Field of view based Reward Function

This notebook is designed to showcase the use of Stone Soup for simulating behaviour between a sensor platform and a target, where the sensor platform seeks to track a target without being observed by the target.

The sensor manager uses a MultiplicativeRewardFunction to combine two reward functions and capture two desired behaviours- reducing track uncertainty, and staying outside the target’s assumed field of view.

Setting Up the Scenario

First we generate a ground truth of a target following a constant velocity with some noise and plot this.

import numpy as np
from datetime import datetime, timedelta

from stonesoup.models.transition.linear import (CombinedLinearGaussianTransitionModel,
                                                ConstantVelocity)
from stonesoup.types.groundtruth import GroundTruthPath, GroundTruthState

np.random.seed(1990)

start_time = datetime.now().replace(second=0, microsecond=0)

transition_model = CombinedLinearGaussianTransitionModel(
    [ConstantVelocity(10), ConstantVelocity(10)])

truth = GroundTruthPath([GroundTruthState([-450, 5, 450, -5], timestamp=start_time)])
duration = 120
timesteps = [start_time]

for k in range(1, duration):
    timesteps.append(start_time+timedelta(seconds=k))
    truth.append(GroundTruthState(
        transition_model.function(truth[k-1], noise=True, time_interval=timedelta(seconds=1)),
        timestamp=timesteps[k]))

from stonesoup.plotter import AnimatedPlotterly
plotter = AnimatedPlotterly(timesteps, tail_length=0.3)
plotter.plot_ground_truths(truth, [0, 2])
plotter.fig


Creating the Actionable Platform

Next we create the actionable platform itself using a MovingPlatform with a MaxSpeedActionableMovable movement controller.

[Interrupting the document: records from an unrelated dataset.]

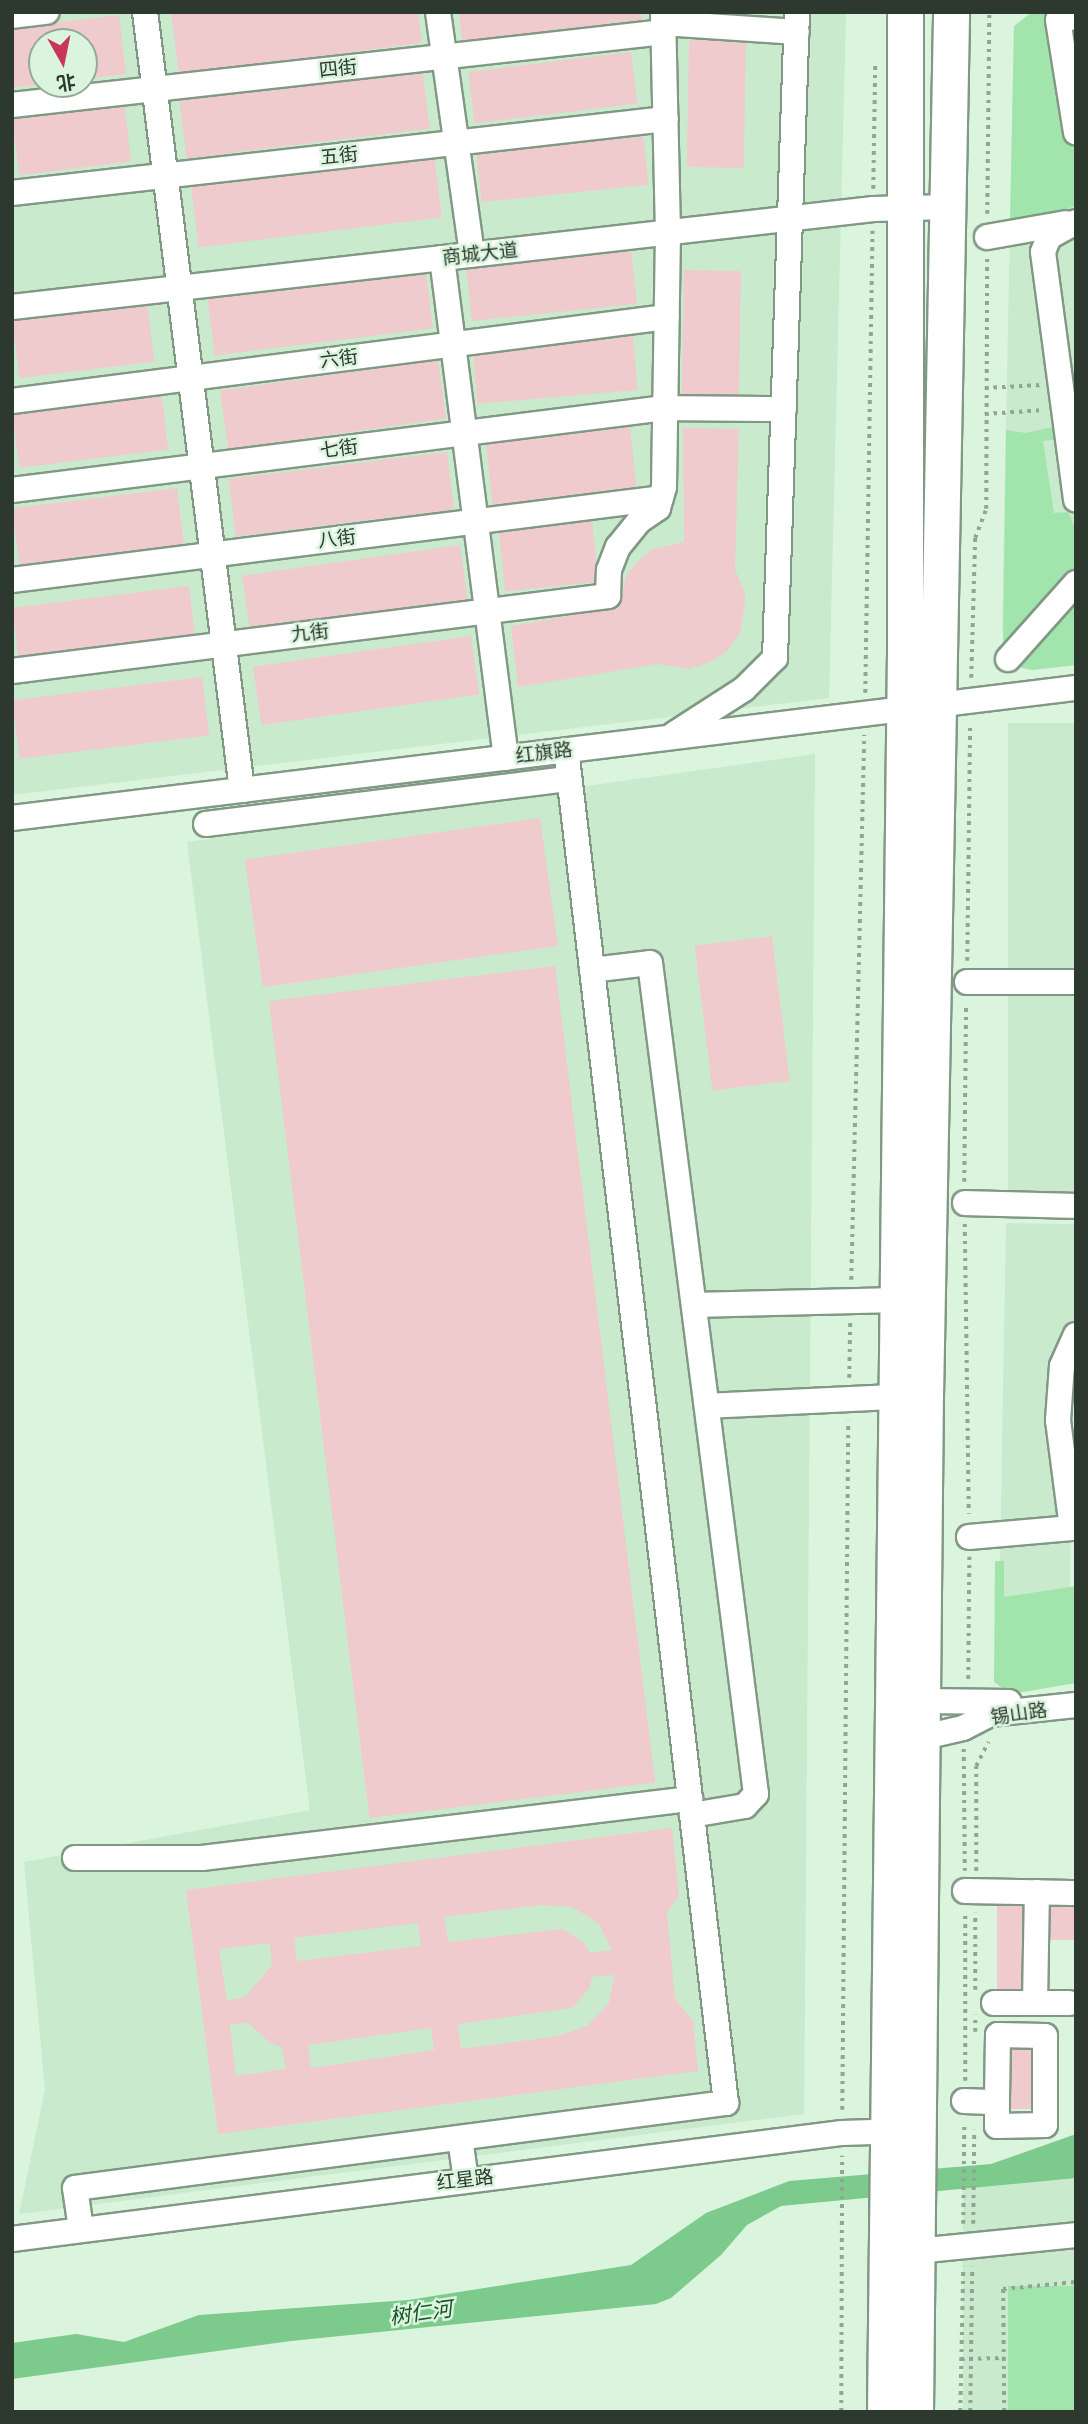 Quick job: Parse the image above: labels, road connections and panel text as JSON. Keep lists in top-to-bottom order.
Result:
{
  "streets": {
    "street": [
      "四街",
      "五街",
      "商城大道",
      "六街",
      "七街",
      "八街",
      "九街",
      "红旗路",
      "锡山路",
      "红星路"
    ]
  },
  "crossings": [
    ["八街", "九街"]
  ],
  "water": ["树仁河"],
  "north": "bottom"
}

The platform starts alongside the target and the platform’s movement is defined such that it is capable of moving up to a maximum speed in a number of directions (8 cardinal directions (cardinal and ordinal)).

A RadarRotatingBearingRange radar is added to this platform, which has a field of view of 360 degrees and a range of 200. Similarly, a RadarRotatingBearingRange radar is added to the target platform (primarily for use in plotting the target FOV) with a field of view of 360 degrees and a range of 100.

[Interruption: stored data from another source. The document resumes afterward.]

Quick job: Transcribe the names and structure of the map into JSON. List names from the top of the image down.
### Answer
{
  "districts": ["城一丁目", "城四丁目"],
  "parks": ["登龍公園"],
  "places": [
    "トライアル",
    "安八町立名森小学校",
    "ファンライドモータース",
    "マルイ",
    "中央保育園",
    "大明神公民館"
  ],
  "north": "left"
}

from stonesoup.platform import MovingPlatform
from stonesoup.movable.max_speed import MaxSpeedActionableMovable
from stonesoup.sensor.radar.radar import RadarRotatingBearingRange
from stonesoup.types.angle import Angle
from stonesoup.types.state import State, StateVector

sensor = RadarRotatingBearingRange(position_mapping=(0, 2),
                                   noise_covar=np.array([[np.radians(5)**2, 0], [0, 10**2]]),
                                   ndim_state=4,
                                   rpm=30,
                                   fov_angle=np.radians(360),
                                   dwell_centre=StateVector([np.radians(90)]),
                                   max_range=200,
                                   resolution=Angle(np.radians(180)))

target_sensor = RadarRotatingBearingRange(position_mapping=(0, 2),
                                          noise_covar=np.array([[np.radians(1)**2, 0], [0, 1**2]]),
                                          ndim_state=4,
                                          rpm=30,
                                          fov_angle=np.radians(360),
                                          dwell_centre=StateVector([np.radians(90)]),
                                          max_range=100,
                                          resolution=Angle(np.radians(180)))

platform = MovingPlatform(movement_controller=MaxSpeedActionableMovable(
    states=[State([[-500], [500]], timestamp=start_time)],
    position_mapping=(0, 1),
    action_mapping=(0, 1),
    resolution=10,
    angle_resolution=np.pi/2,
    max_speed=300),
    sensors=[sensor])

Creating a tracker

Next we need some tracking components: a predictor, updater. hypothesiser and data associator. We also create an initial track object.

from stonesoup.predictor.kalman import KalmanPredictor
predictor = KalmanPredictor(transition_model)

from stonesoup.updater.kalman import ExtendedKalmanUpdater
updater = ExtendedKalmanUpdater(measurement_model=None)

from stonesoup.hypothesiser.distance import DistanceHypothesiser
from stonesoup.measures import Mahalanobis

hypothesiser = DistanceHypothesiser(predictor, updater, measure=Mahalanobis(), missed_distance=5)

from stonesoup.dataassociator.neighbour import GNNWith2DAssignment
data_associator = GNNWith2DAssignment(hypothesiser)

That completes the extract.